Diffusion MRI (dMRI) is the only noninvasive method for mapping white matter connections in the brain. We describe SlicerDMRI, a software suite that enables visualization and analysis of dMRI for neuroscientific studies and patient-specific anatomic assessment. SlicerDMRI has been successfully applied in multiple studies of the human brain in health and disease, and here, we especially focus on its cancer research applications. As an extension module of the 3D Slicer medical image computing platform, the SlicerDMRI suite enables dMRI analysis in a clinically relevant multimodal imaging workflow. Core SlicerDMRI functionality includes diffusion tensor estimation, white matter tractography with single and multi-fiber models, and dMRI quantification.
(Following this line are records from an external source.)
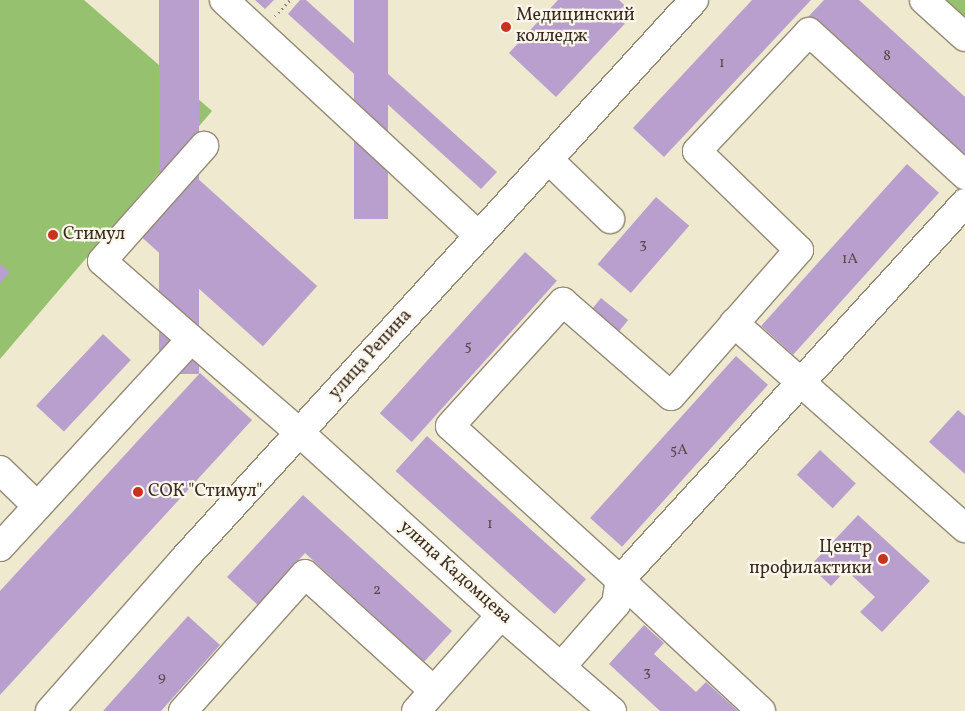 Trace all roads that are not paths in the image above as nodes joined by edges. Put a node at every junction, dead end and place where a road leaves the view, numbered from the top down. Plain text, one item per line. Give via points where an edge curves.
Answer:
1 (224, 0) edge
2 (694, 0) edge
3 (924, 0) edge
4 (965, 37) edge
5 (204, 146) dead end
6 (549, 160) junction
7 (965, 175) edge
8 (965, 203) edge
9 (610, 218) dead end
10 (479, 236) junction
11 (734, 323) junction
12 (191, 339) junction
13 (800, 382) junction
14 (300, 433) junction
15 (0, 470) edge
16 (37, 506) junction
17 (965, 528) edge
18 (0, 547) edge
19 (620, 580) junction
20 (502, 615) junction
21 (561, 667) junction
22 (434, 690) junction
23 (610, 710) edge
24 (50, 711) edge
25 (183, 711) edge
26 (416, 711) edge
27 (761, 711) edge

1 - 10 street
2 - 6 street, улица Репина
3 - 4 street
5 - 12 street, улица Кадомцева via 102,262
6 - 9 street
6 - 10 street, улица Репина
7 - 11 street via 809,32 697,151 799,250
8 - 13 street
10 - 14 street, улица Репина
11 - 13 street
11 - 19 street via 671,396 563,302 450,426
12 - 14 street, улица Кадомцева
12 - 16 street
13 - 17 street
13 - 19 street
14 - 20 street, улица Кадомцева
14 - 24 street, улица Репина
15 - 16 street
16 - 18 street
19 - 21 street via 616,604
19 - 27 street
20 - 21 street, улица Кадомцева
20 - 22 street
21 - 23 street, улица Кадомцева
22 - 25 street via 305,574
22 - 26 street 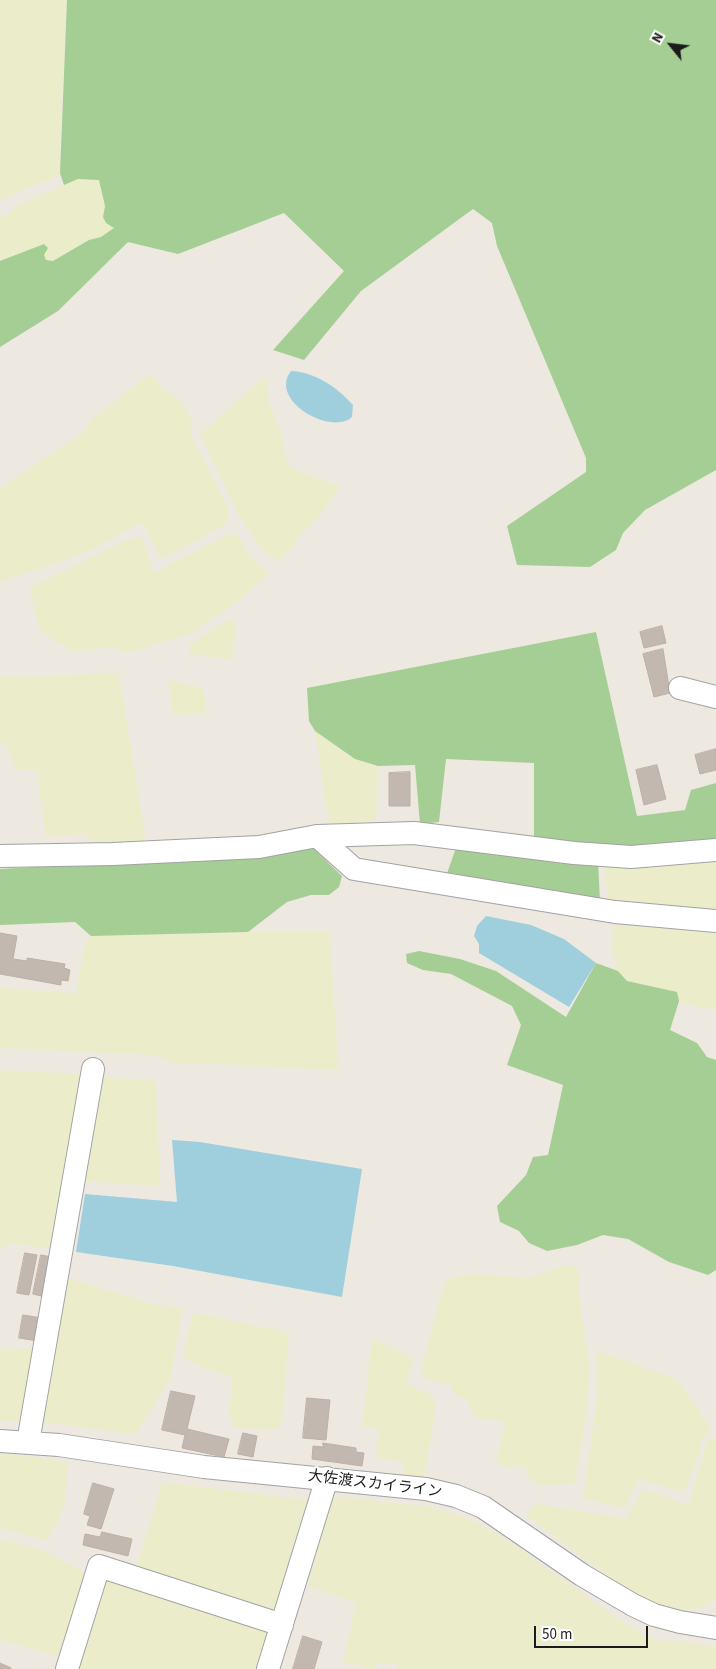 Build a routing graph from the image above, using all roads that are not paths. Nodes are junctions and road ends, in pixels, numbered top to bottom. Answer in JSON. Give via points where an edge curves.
{"nodes":[{"id":1,"x":680,"y":688,"type":"dead end"},
{"id":2,"x":716,"y":697,"type":"edge"},
{"id":3,"x":317,"y":836,"type":"junction"},
{"id":4,"x":716,"y":850,"type":"edge"},
{"id":5,"x":0,"y":856,"type":"edge"},
{"id":6,"x":716,"y":921,"type":"edge"},
{"id":7,"x":93,"y":1069,"type":"dead end"},
{"id":8,"x":0,"y":1440,"type":"edge"},
{"id":9,"x":28,"y":1442,"type":"junction"},
{"id":10,"x":327,"y":1478,"type":"junction"},
{"id":11,"x":282,"y":1625,"type":"junction"},
{"id":12,"x":716,"y":1628,"type":"edge"},
{"id":13,"x":67,"y":1669,"type":"edge"},
{"id":14,"x":268,"y":1669,"type":"edge"}],
"edges":[{"from":1,"to":2,"type":"street"},
{"from":3,"to":4,"type":"street","via":[[414,833],[631,857]]},
{"from":3,"to":5,"type":"street","via":[[259,847]]},
{"from":3,"to":6,"type":"street","via":[[354,869],[615,912]]},
{"from":7,"to":9,"type":"street"},
{"from":8,"to":9,"type":"street","name":"大佐渡スカイライン"},
{"from":9,"to":10,"type":"street","name":"大佐渡スカイライン","via":[[204,1466]]},
{"from":10,"to":11,"type":"street"},
{"from":10,"to":12,"type":"street","name":"大佐渡スカイライン","via":[[426,1489],[456,1496],[483,1507],[633,1606],[671,1620]]},
{"from":11,"to":13,"type":"street","via":[[99,1566]]},
{"from":11,"to":14,"type":"street"}]}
SlicerDMRI supports clinical DICOM and research file formats, is open-source and cross-platform, and can be installed as an extension to 3D Slicer (www.slicer.org). More information, videos, tutorials, and sample data are available at dmri.slicer.org Cancer Res; 77(21); e101-3. ©2017 AACR.

Wachinger C, Brennan M, Sharp GC, Golland P. Efficient Descriptor-Based Segmentation of Parotid Glands With Nonlocal Means. IEEE Trans Biomed Eng. 2017;64(7):1492–1502.
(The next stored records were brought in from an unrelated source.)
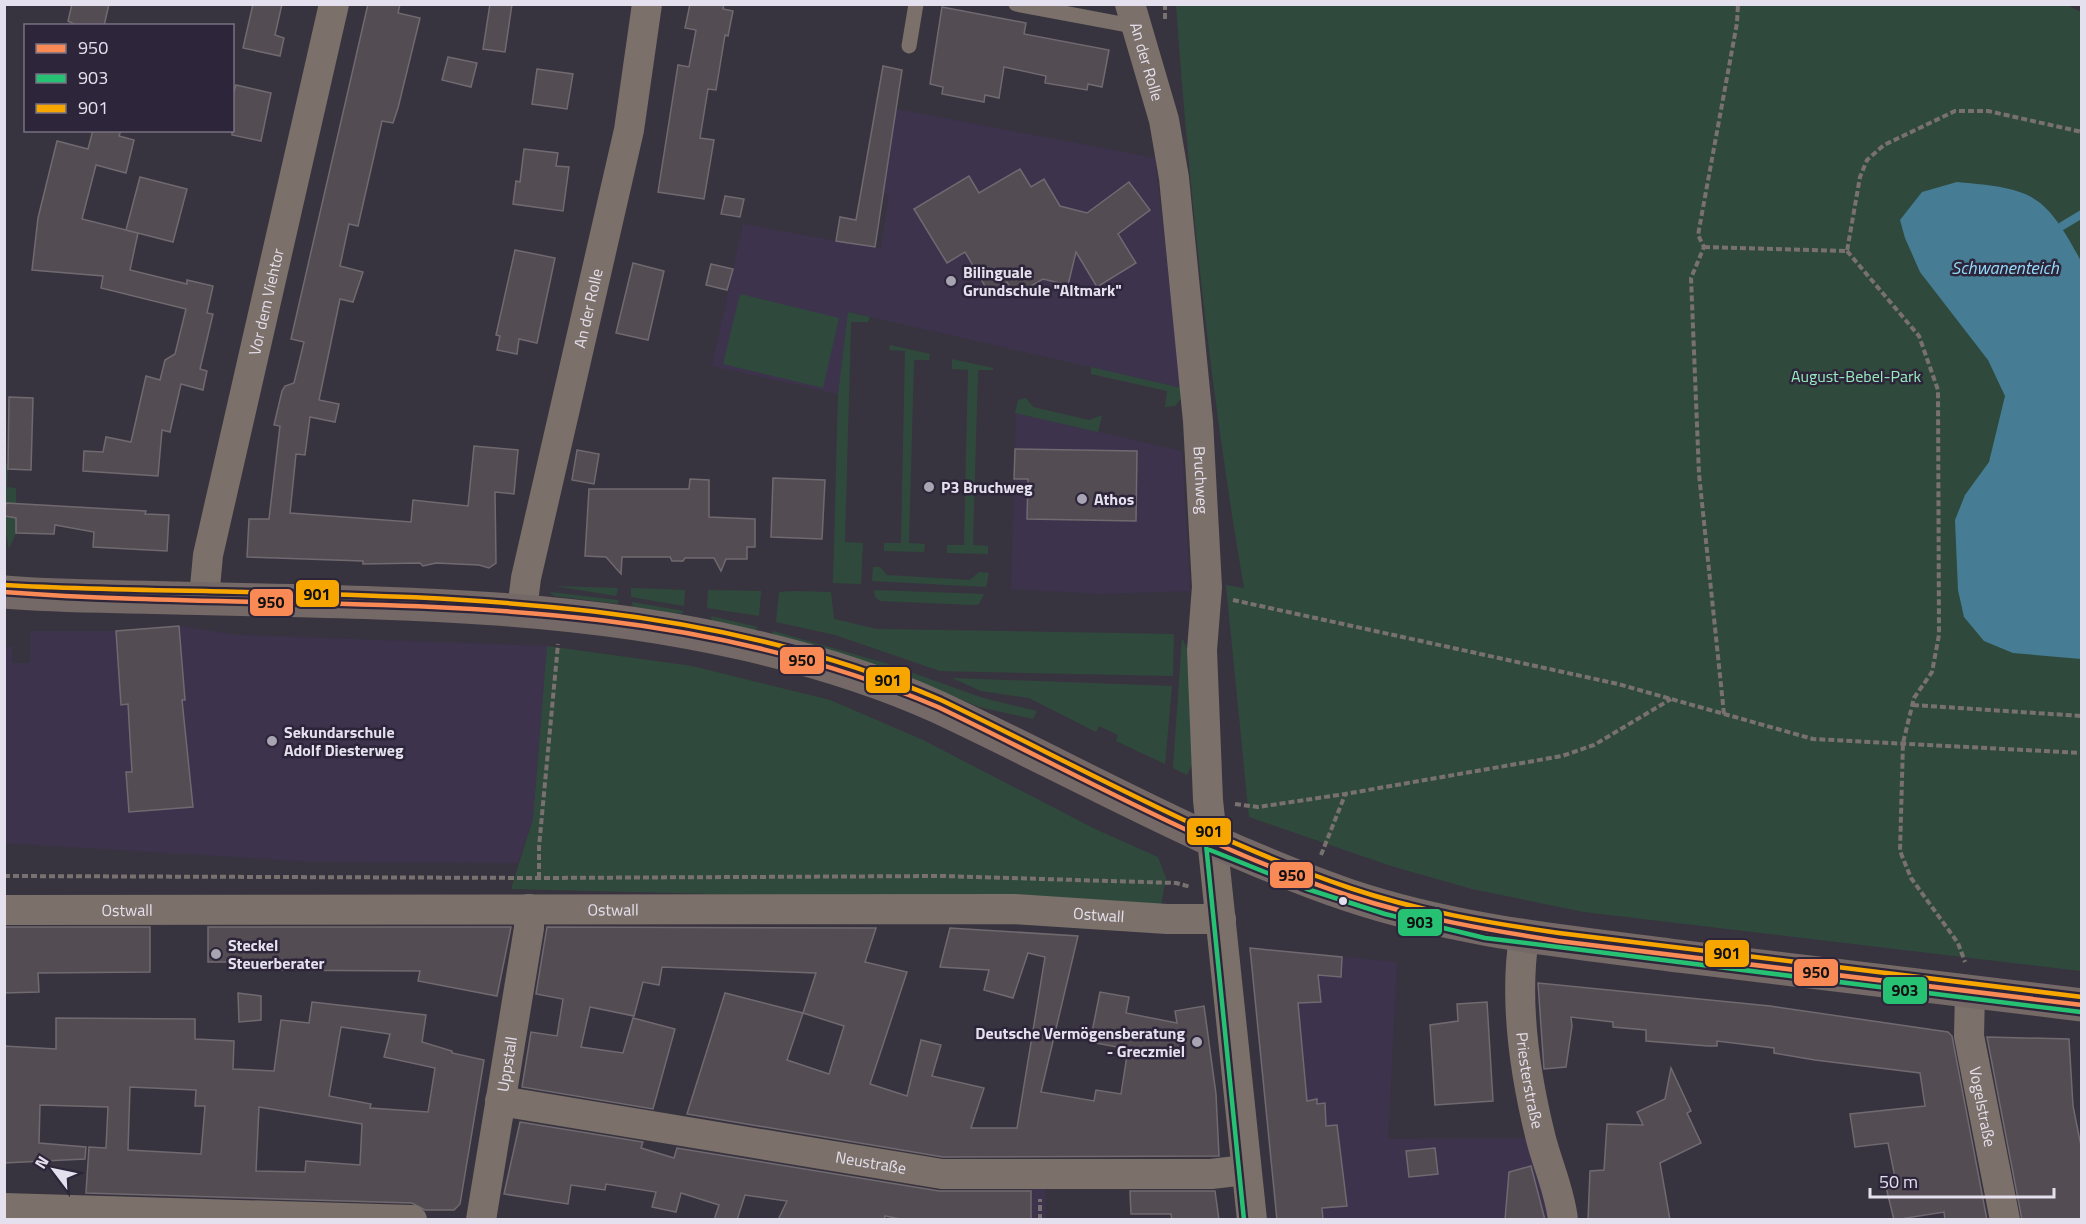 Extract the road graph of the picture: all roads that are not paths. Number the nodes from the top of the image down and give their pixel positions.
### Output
1 (334, 4) edge
2 (647, 4) edge
3 (916, 4) edge
4 (1016, 4) edge
5 (1134, 16) edge
6 (909, 46) dead end
7 (1164, 120) joint
8 (4, 592) edge
9 (204, 598) junction
10 (522, 610) junction
11 (1213, 843) junction
12 (1219, 906) junction
13 (529, 909) junction
14 (4, 910) edge
15 (1524, 937) junction
16 (1970, 992) junction
17 (2082, 1005) edge
18 (500, 1101) junction
19 (1245, 1170) junction
20 (4, 1208) edge
21 (412, 1220) edge
22 (481, 1220) edge
23 (1252, 1220) edge
24 (1563, 1220) edge
25 (2005, 1220) edge

1 - 9 street, Vor dem Viehtor
2 - 10 street, An der Rolle
3 - 6 lane
4 - 5 lane
5 - 7 street, An der Rolle
7 - 11 street, Bruchweg
8 - 9 main road
9 - 10 main road
10 - 11 main road
11 - 12 street, Bruchweg
11 - 15 main road
12 - 13 street, Ostwall
12 - 19 street, Bruchweg
13 - 14 street, Ostwall
13 - 18 street, Uppstall
15 - 16 main road
15 - 24 street, Priesterstraße
16 - 17 main road
16 - 25 street, Vogelstraße
18 - 19 street, Neustraße
18 - 22 street, Uppstall
19 - 23 street, Bruchweg
20 - 21 street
OBJECTIVE: We introduce descriptor-based segmentation that extends existing patch-based methods by combining intensities, features, and location information. Since it is unclear which image features are best suited for patch selection, we perform a broad empirical study on a multitude of different features. METHODS: We extend nonlocal means segmentation by including image features and location information. We search larger windows with an efficient nearest neighbor search based on kd-trees. We compare a large number of image features. RESULTS: The best results were obtained for entropy image features, which have not yet been used for patch-based segmentation. We further show that searching larger image regions with an approximate nearest neighbor search and location information yields a significant improvement over the bounded nearest neighbor search traditionally employed in patch-based segmentation methods. CONCLUSION: Features and location information significantly increase the segmentation accuracy. The best features highlight boundaries in the image. SIGNIFICANCE: Our detailed analysis of several aspects of nonlocal means-based segmentation yields new insights about patch and neighborhood sizes together with the inclusion of location information. The presented approach advances the state-of-the-art in the segmentation of parotid glands for radiation therapy planning.

Chen Y, Georgiou TT, Ning L, Tannenbaum A. Matricial Wasserstein-1 Distance. IEEE Control Syst Lett. 2017;1(1):14–9.

We propose an extension of the Wasserstein 1-metric (W1) for density matrices, matrix-valued density measures, and an unbalanced interpretation of mass transport. We use duality theory and, in particular, a "dual of the dual" formulation of W1. This matrix analogue of the Earth Mover’s Distance has several attractive features including ease of computation.